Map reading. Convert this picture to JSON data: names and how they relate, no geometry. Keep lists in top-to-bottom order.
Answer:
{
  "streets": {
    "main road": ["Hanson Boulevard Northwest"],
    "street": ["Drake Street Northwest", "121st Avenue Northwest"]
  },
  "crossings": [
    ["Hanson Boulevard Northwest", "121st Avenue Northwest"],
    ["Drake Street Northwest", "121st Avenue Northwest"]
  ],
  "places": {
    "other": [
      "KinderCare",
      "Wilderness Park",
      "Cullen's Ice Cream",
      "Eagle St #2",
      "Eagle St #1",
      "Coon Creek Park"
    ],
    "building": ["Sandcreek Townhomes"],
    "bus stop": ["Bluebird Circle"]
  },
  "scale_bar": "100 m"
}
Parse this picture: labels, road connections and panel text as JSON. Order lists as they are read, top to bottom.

══════════

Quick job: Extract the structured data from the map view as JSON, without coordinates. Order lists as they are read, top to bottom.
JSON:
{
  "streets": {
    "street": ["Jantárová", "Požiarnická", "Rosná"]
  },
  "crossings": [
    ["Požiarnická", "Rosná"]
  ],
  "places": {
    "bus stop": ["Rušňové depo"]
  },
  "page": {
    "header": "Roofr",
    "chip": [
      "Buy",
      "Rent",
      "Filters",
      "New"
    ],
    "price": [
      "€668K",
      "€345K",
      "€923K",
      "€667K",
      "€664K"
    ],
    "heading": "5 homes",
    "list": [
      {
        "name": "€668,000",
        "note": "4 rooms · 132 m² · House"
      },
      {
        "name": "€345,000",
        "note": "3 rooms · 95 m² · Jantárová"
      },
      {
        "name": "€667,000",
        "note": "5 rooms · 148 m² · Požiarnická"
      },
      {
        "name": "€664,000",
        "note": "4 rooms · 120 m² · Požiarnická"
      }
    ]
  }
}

══════════

**What the exercise asks**
Copy all lines from the listing that contain "data".

**Response for this exercise**
Map reading. Convert this picture to JSON data: names and how they relate, no geometry. Keep lists in top-to-bottom order.
Quick job: Extract the structured data from the map view as JSON, without coordinates. Order lists as they are read, top to bottom.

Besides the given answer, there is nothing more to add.